EXERCISE DIRECTIONS — All lines with the word "Lima" must be pulled from the entries below.

RECORDS FOR THIS EXERCISE —
----------

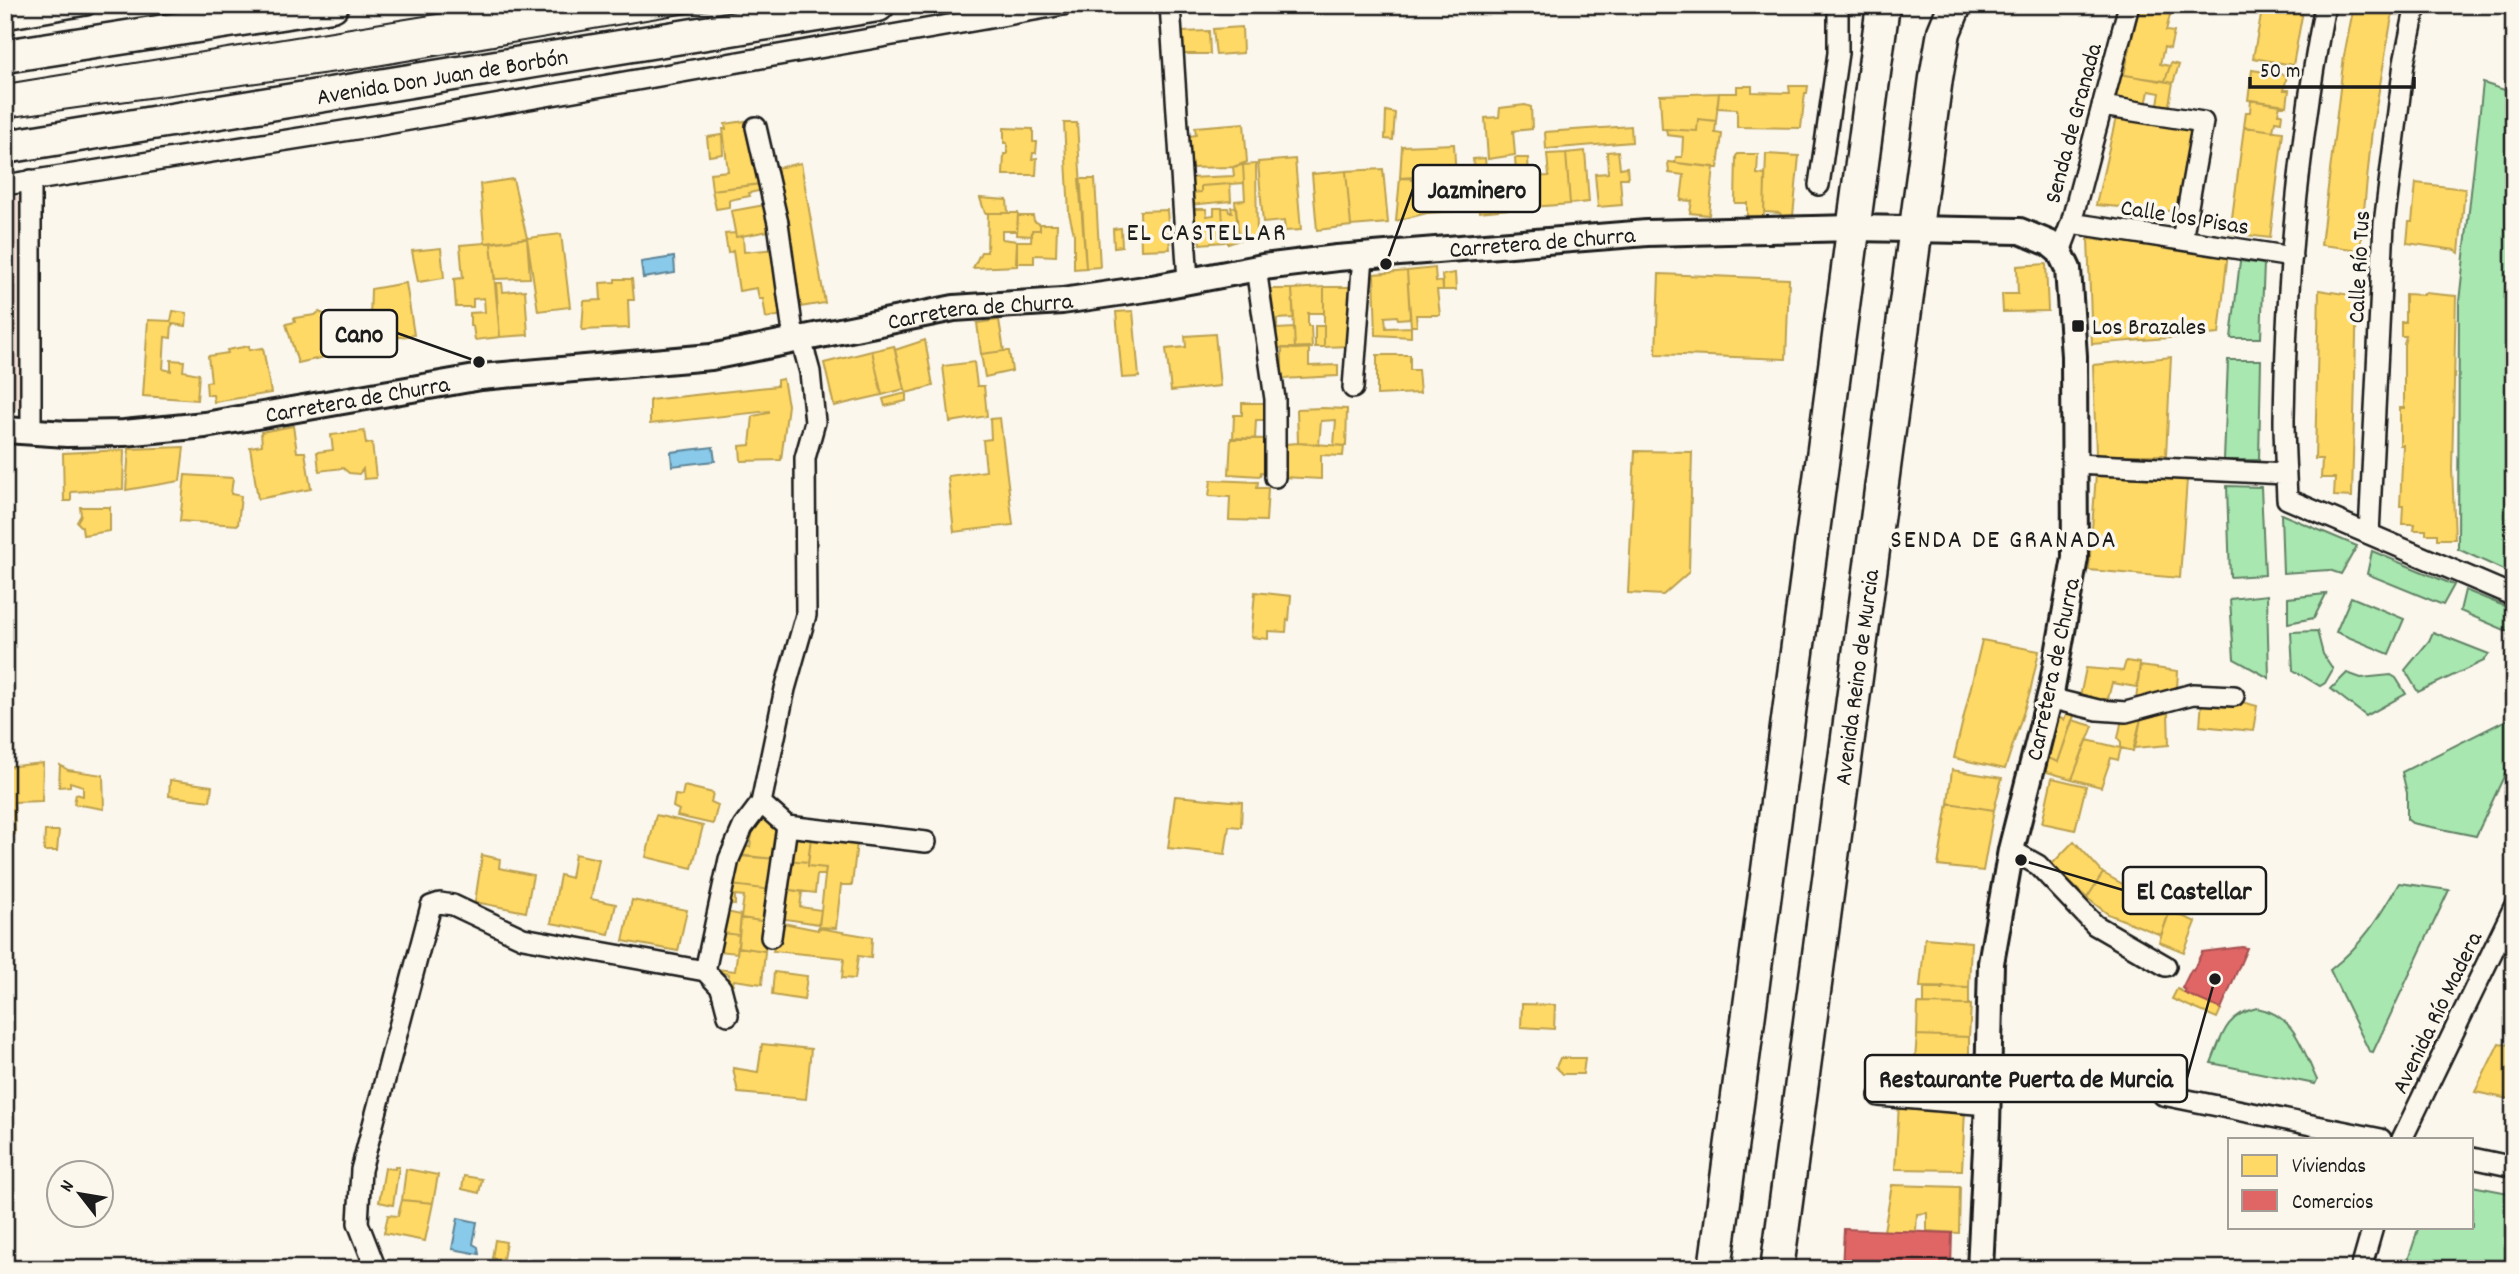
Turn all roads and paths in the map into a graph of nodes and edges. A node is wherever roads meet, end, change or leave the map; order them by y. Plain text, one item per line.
1 (86, 5) edge
2 (332, 5) edge
3 (878, 5) edge
4 (1063, 5) edge
5 (1170, 5) edge
6 (1838, 5) edge
7 (1883, 5) edge
8 (1955, 5) edge
9 (2129, 5) edge
10 (2325, 5) edge
11 (2416, 5) edge
12 (5, 19) edge
13 (5, 56) edge
14 (2102, 106) junction
15 (756, 127) dead end
16 (5, 147) edge
17 (31, 180) junction
18 (5, 185) edge
19 (1819, 185) dead end
20 (2071, 223) junction
21 (1854, 228) junction
22 (1917, 229) junction
23 (2182, 240) junction
24 (2060, 252) junction
25 (1363, 256) junction
26 (2291, 257) junction
27 (1256, 268) junction
28 (1188, 281) junction
29 (797, 340) junction
30 (1353, 388) dead end
31 (5, 430) edge
32 (30, 432) junction
33 (2075, 464) junction
34 (2286, 474) junction
35 (1275, 477) dead end
36 (2369, 534) junction
37 (2514, 596) edge
38 (2234, 696) dead end
39 (2049, 698) junction
40 (761, 803) junction
41 (787, 826) junction
42 (926, 842) dead end
43 (2011, 850) junction
44 (2514, 906) edge
45 (771, 937) dead end
46 (2166, 966) dead end
47 (705, 971) junction
48 (728, 1015) dead end
49 (2163, 1095) dead end
50 (1879, 1096) dead end
51 (1987, 1105) junction
52 (2376, 1138) edge
53 (2402, 1138) edge
54 (2474, 1158) edge
55 (2514, 1167) edge
56 (2373, 1228) edge
57 (1982, 1268) edge
58 (376, 1269) edge
59 (1715, 1269) edge
60 (1777, 1269) edge
61 (2361, 1269) edge

1 - 12 street
2 - 13 main road
3 - 16 main road, Avenida Don Juan de Borbón
4 - 17 street
5 - 28 street
6 - 19 street
7 - 21 main road
8 - 22 main road, Avenida Reino de Murcia
9 - 14 street, Senda de Granada
10 - 26 street
11 - 36 street, Calle Río Tus
14 - 20 street, Senda de Granada
14 - 23 street
15 - 29 street
17 - 18 street
17 - 32 street
20 - 23 street, Calle los Pisas
20 - 24 street, Senda de Granada
21 - 22 street, Carretera de Churra
21 - 25 street, Carretera de Churra
21 - 59 main road
22 - 24 street, Carretera de Churra
22 - 60 main road, Avenida Reino de Murcia
23 - 26 street, Calle los Pisas
24 - 33 street, Carretera de Churra
25 - 27 street, Carretera de Churra
25 - 30 street
26 - 34 street
27 - 28 street, Carretera de Churra
27 - 35 street
28 - 29 street, Carretera de Churra
29 - 32 street, Carretera de Churra
29 - 40 street
31 - 32 street, Carretera de Churra
33 - 34 street
33 - 39 street, Carretera de Churra
34 - 36 street
36 - 37 street
38 - 39 street
39 - 43 street, Carretera de Churra
40 - 41 street
40 - 47 street
41 - 42 street
41 - 45 street
43 - 46 street
43 - 51 street, Carretera de Churra
44 - 53 street, Avenida Río Madera
47 - 48 street
47 - 58 street
49 - 52 street
50 - 51 street
51 - 57 street, Carretera de Churra
54 - 55 street
56 - 61 street

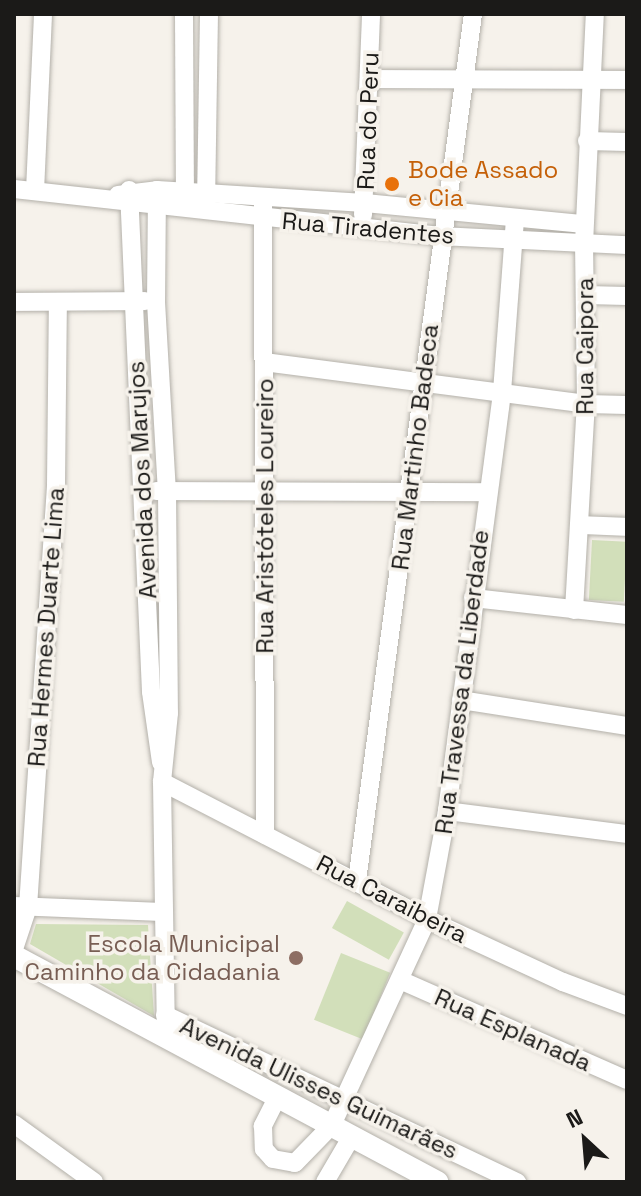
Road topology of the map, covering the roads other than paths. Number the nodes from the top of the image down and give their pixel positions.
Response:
1 (43, 14) edge
2 (184, 14) edge
3 (209, 14) edge
4 (371, 14) edge
5 (473, 14) edge
6 (595, 14) edge
7 (371, 79) junction
8 (627, 80) edge
9 (588, 81) junction
10 (463, 82) junction
11 (587, 141) junction
12 (627, 142) edge
13 (14, 189) edge
14 (35, 191) junction
15 (123, 198) junction
16 (263, 198) junction
17 (156, 199) junction
18 (185, 200) junction
19 (206, 202) junction
20 (365, 203) junction
21 (443, 212) junction
22 (263, 218) junction
23 (515, 218) junction
24 (584, 224) junction
25 (361, 228) junction
26 (440, 236) junction
27 (514, 240) junction
28 (584, 244) junction
29 (627, 245) edge
30 (586, 295) junction
31 (627, 296) edge
32 (133, 301) junction
33 (14, 302) edge
34 (58, 302) junction
35 (156, 302) junction
36 (264, 362) junction
37 (427, 382) junction
38 (502, 392) junction
39 (586, 404) junction
40 (627, 405) edge
41 (412, 489) junction
42 (145, 491) junction
43 (167, 491) junction
44 (487, 492) junction
45 (267, 494) junction
46 (580, 525) junction
47 (627, 527) edge
48 (473, 598) junction
49 (574, 610) junction
50 (627, 615) edge
51 (461, 700) junction
52 (627, 726) edge
53 (162, 775) junction
54 (447, 811) junction
55 (627, 834) edge
56 (265, 835) junction
57 (357, 881) junction
58 (21, 906) edge
59 (162, 912) junction
60 (427, 919) junction
61 (14, 949) edge
62 (14, 956) edge
63 (400, 980) junction
64 (627, 1006) edge
65 (165, 1026) junction
66 (627, 1080) edge
67 (278, 1096) junction
68 (344, 1097) junction
69 (14, 1124) edge
70 (342, 1131) junction
71 (94, 1182) edge
72 (325, 1182) edge
73 (437, 1182) edge
74 (517, 1182) edge

1 - 14 street
2 - 18 street
3 - 19 street
4 - 7 street, Rua do Peru
5 - 10 street, Rua Martinho Badeca
6 - 9 street, Rua Caipora
7 - 10 street
7 - 20 street, Rua do Peru
8 - 9 street
9 - 10 street
9 - 11 street, Rua Caipora
10 - 21 street, Rua Martinho Badeca
11 - 12 street
11 - 24 street, Rua Caipora
13 - 14 street, Rua Tiradentes
14 - 15 street, Rua Tiradentes
15 - 17 street, Rua Tiradentes
15 - 32 street, Avenida dos Marujos
16 - 19 street, Rua Tiradentes
16 - 20 street, Rua Tiradentes
16 - 22 street, Rua Aristóteles Loureiro
17 - 18 street, Rua Tiradentes
17 - 35 street, Avenida dos Marujos
18 - 19 street, Rua Tiradentes
19 - 22 street, Rua Tiradentes
20 - 21 street, Rua Tiradentes
20 - 25 street, Rua do Peru
21 - 23 street, Rua Tiradentes
21 - 26 street, Rua Martinho Badeca
22 - 25 street, Rua Tiradentes
22 - 36 street, Rua Aristóteles Loureiro
23 - 24 street, Rua Tiradentes
23 - 27 street, Rua Travessa da Liberdade
24 - 28 street, Rua Caipora
25 - 26 street, Rua Tiradentes
26 - 27 street, Rua Tiradentes
26 - 37 street, Rua Martinho Badeca
27 - 28 street, Rua Tiradentes
27 - 38 street, Rua Travessa da Liberdade
28 - 29 street, Rua Tiradentes
28 - 30 street, Rua Caipora
30 - 31 street
30 - 39 street, Rua Caipora
32 - 34 street
32 - 35 street
32 - 42 street, Avenida dos Marujos
33 - 34 street
34 - 58 street, Rua Hermes Duarte Lima
35 - 43 street, Avenida dos Marujos
36 - 37 street
36 - 45 street, Rua Aristóteles Loureiro
37 - 38 street
37 - 41 street, Rua Martinho Badeca
38 - 39 street
38 - 44 street, Rua Travessa da Liberdade
39 - 40 street
39 - 46 street, Rua Caipora
41 - 44 street
41 - 45 street
41 - 57 street, Rua Martinho Badeca
42 - 43 street
42 - 53 street, Avenida dos Marujos
43 - 45 street
43 - 53 street, Avenida dos Marujos
44 - 48 street, Rua Travessa da Liberdade
45 - 56 street, Rua Aristóteles Loureiro
46 - 47 street
46 - 49 street, Rua Caipora
48 - 49 street
48 - 51 street, Rua Travessa da Liberdade
49 - 50 street
51 - 52 street
51 - 54 street, Rua Travessa da Liberdade
53 - 56 street, Rua Caraibeira
53 - 59 street, Avenida dos Marujos
54 - 55 street
54 - 60 street, Rua Travessa da Liberdade
56 - 57 street, Rua Caraibeira
57 - 60 street, Rua Caraibeira
58 - 59 street
58 - 61 street, Rua Hermes Duarte Lima
59 - 65 street, Avenida dos Marujos
60 - 63 street, Rua Travessa da Liberdade
60 - 64 street, Rua Caraibeira
62 - 65 main road
63 - 66 street, Rua Esplanada
63 - 68 street, Rua Travessa da Liberdade
65 - 67 main road
65 - 68 street, Avenida Ulisses Guimarães
67 - 70 main road
67 - 70 street
68 - 70 street, Rua Travessa da Liberdade
68 - 74 street, Avenida Ulisses Guimarães
69 - 71 street
70 - 72 street
70 - 73 main road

----------

OUTPUT —
34 - 58 street, Rua Hermes Duarte Lima
58 - 61 street, Rua Hermes Duarte Lima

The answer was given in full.